Untrue. Stop spreading FUD: https://github.com/signalapp/Signal-Server
There's a grain of truth in the claim: We don't know for sure if the original open source version is actually running on the server.
Isn't that true of all server side FOSS?
Yes. We just have to trust them. Or selfhost, which I'm doing with almost everything.
They've said that they release the source code after it's running in production:
https://github.com/signalapp/Signal-Android/issues/11101#issuecomment-815400676
In that case: They started publishing code AGAIN.
The server soft has been available, then not, and apparently now again.
That'd be irrelevant, because as long as only the clients hold the keys (which we can verify, as those are not only open source but also are under our control, meaning we can check that the upstream open source version is installed and no private keys are being exchanged) there's no way anyone can read the messages, except the owner of the private key.
Messages - yes, but there is also metadata. When ALL communication goes through the same servers, it becomes kind of a problem.
With a warrant they could probably force signal/whatsapp to inject Malware into their apps to spy on users.
Don't know how possible it is with signal and their reproducible builds. They would need to add this to the source code of the app.

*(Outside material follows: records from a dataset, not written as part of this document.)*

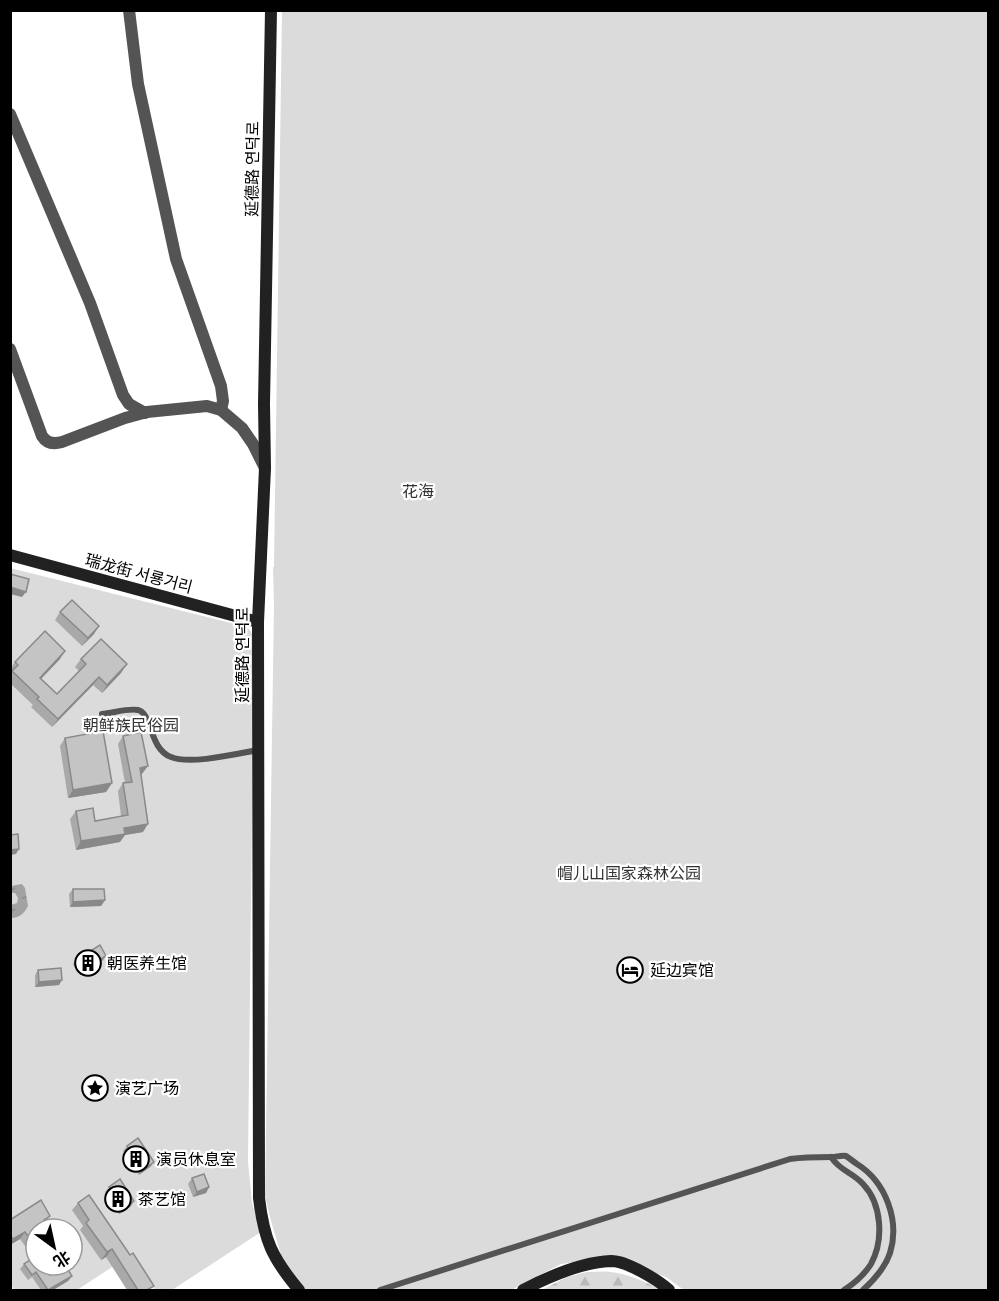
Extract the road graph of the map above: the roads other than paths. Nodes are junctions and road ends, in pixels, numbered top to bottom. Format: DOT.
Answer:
graph roads {
  1 [pos="129,10"];
  2 [pos="271,10"];
  3 [pos="10,114"];
  4 [pos="10,349"];
  5 [pos="221,410"];
  6 [pos="145,413"];
  7 [pos="264,468"];
  8 [pos="10,555"];
  9 [pos="258,622"];
  10 [pos="102,714"];
  11 [pos="258,750"];
  12 [pos="831,1157"];
  13 [pos="299,1290"];
  14 [pos="380,1290"];
  15 [pos="522,1290"];
  16 [pos="669,1290"];
  17 [pos="844,1290"];
  18 [pos="863,1290"];
  1 -- 5 [label="street"];
  2 -- 7 [label="main road, 延德路 연덕로"];
  3 -- 6 [label="street"];
  4 -- 6 [label="street"];
  5 -- 6 [label="street"];
  5 -- 7 [label="street"];
  7 -- 9 [label="main road, 延德路 연덕로"];
  8 -- 9 [label="main road, 瑞龙街 서룡거리"];
  9 -- 11 [label="main road, 延德路 연덕로"];
  10 -- 11 [label="lane"];
  11 -- 13 [label="main road, 延德路 연덕로"];
  12 -- 14 [label="lane"];
  12 -- 17 [label="lane"];
  12 -- 18 [label="lane"];
  15 -- 16 [label="main road"];
}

Could they though, I thought signal would just leave the market
Can someone explain how this is even possible with a service like Signal? I was under the impression that encrypted messages can't be intercepted.
Extremely frustrating either way, I hate constantly having to manage different messaging services with different people and I'd really like to not have to add one more if signal becomes compromised.
It’s all client side. It even mentions infected clients.
Anything on the signal protocol could have an infected cilent be delivered, or backdoor server side by providing the wrong keys.